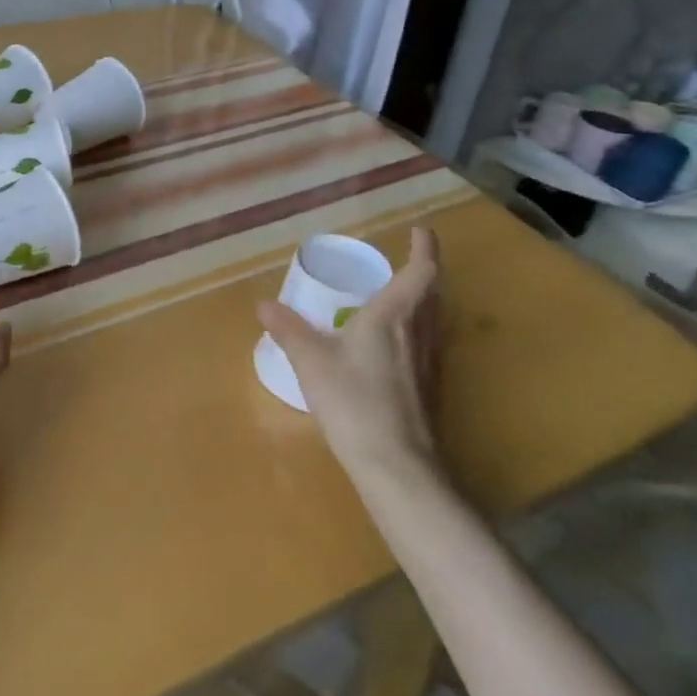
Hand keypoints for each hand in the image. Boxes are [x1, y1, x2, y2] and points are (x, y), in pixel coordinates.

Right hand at [256, 227, 443, 482]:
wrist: (395, 465)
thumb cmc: (354, 402)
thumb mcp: (311, 362)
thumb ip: (288, 330)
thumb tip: (263, 304)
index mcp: (393, 318)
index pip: (420, 272)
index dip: (424, 248)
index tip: (421, 230)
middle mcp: (419, 334)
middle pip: (433, 294)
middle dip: (424, 273)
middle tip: (408, 259)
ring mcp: (427, 364)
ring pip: (433, 321)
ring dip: (423, 301)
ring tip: (401, 296)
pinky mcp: (427, 390)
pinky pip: (426, 345)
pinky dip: (416, 330)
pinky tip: (394, 347)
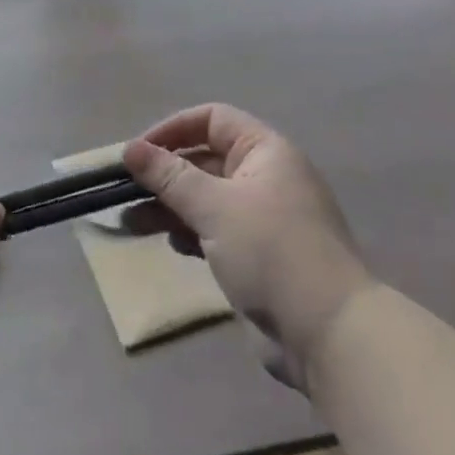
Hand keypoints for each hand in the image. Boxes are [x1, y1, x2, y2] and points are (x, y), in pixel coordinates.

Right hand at [124, 105, 370, 389]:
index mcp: (265, 151)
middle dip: (165, 174)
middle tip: (126, 192)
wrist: (329, 334)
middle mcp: (266, 176)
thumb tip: (129, 148)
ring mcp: (264, 218)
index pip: (212, 120)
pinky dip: (191, 232)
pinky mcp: (259, 256)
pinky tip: (172, 246)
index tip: (139, 153)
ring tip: (133, 222)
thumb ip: (169, 176)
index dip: (174, 129)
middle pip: (206, 160)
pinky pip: (216, 230)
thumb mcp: (214, 206)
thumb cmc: (271, 251)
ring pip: (207, 198)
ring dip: (171, 206)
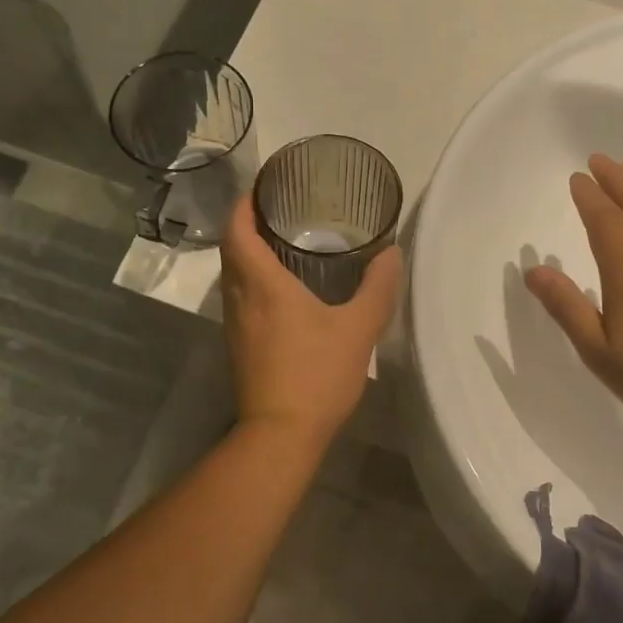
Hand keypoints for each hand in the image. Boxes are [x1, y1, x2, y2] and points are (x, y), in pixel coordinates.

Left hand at [220, 194, 403, 445]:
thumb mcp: (358, 329)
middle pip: (230, 250)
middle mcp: (240, 299)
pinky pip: (238, 300)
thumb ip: (378, 288)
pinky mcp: (238, 348)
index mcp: (262, 285)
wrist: (280, 434)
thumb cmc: (317, 375)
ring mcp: (234, 326)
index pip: (238, 231)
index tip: (262, 188)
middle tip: (277, 211)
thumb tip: (391, 254)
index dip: (244, 204)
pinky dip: (251, 282)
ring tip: (280, 244)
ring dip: (246, 255)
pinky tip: (280, 292)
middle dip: (245, 225)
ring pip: (231, 277)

● What is required: Only the lines from the one with "ring dip: (171, 206)" through the final line of the entries belong in the answer, set down exactly, with both ends included and no pictures.

● Solution to this task:
ring dip: (171, 206)
Hand keypoints for each hand in the image. Boxes are [x1, y1, x2, y2] and points are (x, y), in pixel coordinates.

Left hand at [220, 194, 403, 445]:
thumb mcp: (358, 329)
middle pip: (230, 250)
middle mcp: (240, 299)
pinky pip: (238, 300)
thumb ip: (378, 288)
pinky mcp: (238, 348)
index mcp: (262, 285)
wrist: (280, 434)
thumb cmc: (317, 375)
ring mcp: (234, 326)
index pip: (238, 231)
index tip: (262, 188)
middle tip: (277, 211)
thumb tip: (391, 254)
index dip: (244, 204)
pinky dip: (251, 282)
ring tip: (280, 244)
ring dip: (246, 255)
pinky tip: (280, 292)
middle dip: (245, 225)
ring pip: (231, 277)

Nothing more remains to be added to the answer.